**Problem description:** Show every line in the records below that contains the word "roads".

Start of Working data

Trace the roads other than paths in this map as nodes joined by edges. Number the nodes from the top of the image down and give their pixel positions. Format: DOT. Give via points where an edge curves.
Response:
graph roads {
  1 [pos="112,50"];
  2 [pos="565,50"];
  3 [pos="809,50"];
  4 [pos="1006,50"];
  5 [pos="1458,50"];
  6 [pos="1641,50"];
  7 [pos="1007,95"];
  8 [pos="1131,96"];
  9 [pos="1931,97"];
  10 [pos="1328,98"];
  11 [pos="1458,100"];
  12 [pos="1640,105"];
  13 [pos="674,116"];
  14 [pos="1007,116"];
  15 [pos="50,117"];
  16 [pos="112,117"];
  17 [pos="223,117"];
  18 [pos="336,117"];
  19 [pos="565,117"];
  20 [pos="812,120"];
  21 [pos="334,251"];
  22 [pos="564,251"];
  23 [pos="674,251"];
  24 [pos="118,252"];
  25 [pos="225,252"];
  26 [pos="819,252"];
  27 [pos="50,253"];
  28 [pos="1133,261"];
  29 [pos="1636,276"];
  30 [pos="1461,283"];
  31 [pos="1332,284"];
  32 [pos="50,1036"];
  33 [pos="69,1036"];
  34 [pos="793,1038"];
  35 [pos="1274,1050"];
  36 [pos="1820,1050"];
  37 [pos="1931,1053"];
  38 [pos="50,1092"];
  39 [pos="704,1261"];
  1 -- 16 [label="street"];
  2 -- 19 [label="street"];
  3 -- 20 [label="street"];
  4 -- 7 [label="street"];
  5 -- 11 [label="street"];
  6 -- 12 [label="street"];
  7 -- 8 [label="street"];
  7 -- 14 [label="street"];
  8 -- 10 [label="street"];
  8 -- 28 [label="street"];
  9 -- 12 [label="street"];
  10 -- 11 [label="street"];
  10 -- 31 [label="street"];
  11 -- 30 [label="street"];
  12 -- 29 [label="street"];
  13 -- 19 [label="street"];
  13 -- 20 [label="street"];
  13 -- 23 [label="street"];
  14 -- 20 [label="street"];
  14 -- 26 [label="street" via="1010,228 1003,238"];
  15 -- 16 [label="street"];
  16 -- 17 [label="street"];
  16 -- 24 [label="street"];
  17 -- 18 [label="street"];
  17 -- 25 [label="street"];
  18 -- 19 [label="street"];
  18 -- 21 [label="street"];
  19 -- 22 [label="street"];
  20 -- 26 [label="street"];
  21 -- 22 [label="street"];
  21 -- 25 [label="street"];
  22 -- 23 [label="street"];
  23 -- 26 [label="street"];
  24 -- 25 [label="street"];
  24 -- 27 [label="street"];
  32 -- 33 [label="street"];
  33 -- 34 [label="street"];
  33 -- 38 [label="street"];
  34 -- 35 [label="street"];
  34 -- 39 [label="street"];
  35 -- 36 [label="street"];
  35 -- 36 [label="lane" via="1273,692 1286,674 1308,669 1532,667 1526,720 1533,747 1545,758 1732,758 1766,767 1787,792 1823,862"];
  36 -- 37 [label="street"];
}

End of Working data

**Reply to the task:**
Trace the roads other than paths in this map as nodes joined by edges. Number the nodes from the top of the image down and give their pixel positions. Format: DOT. Give via points where an edge curves.
graph roads {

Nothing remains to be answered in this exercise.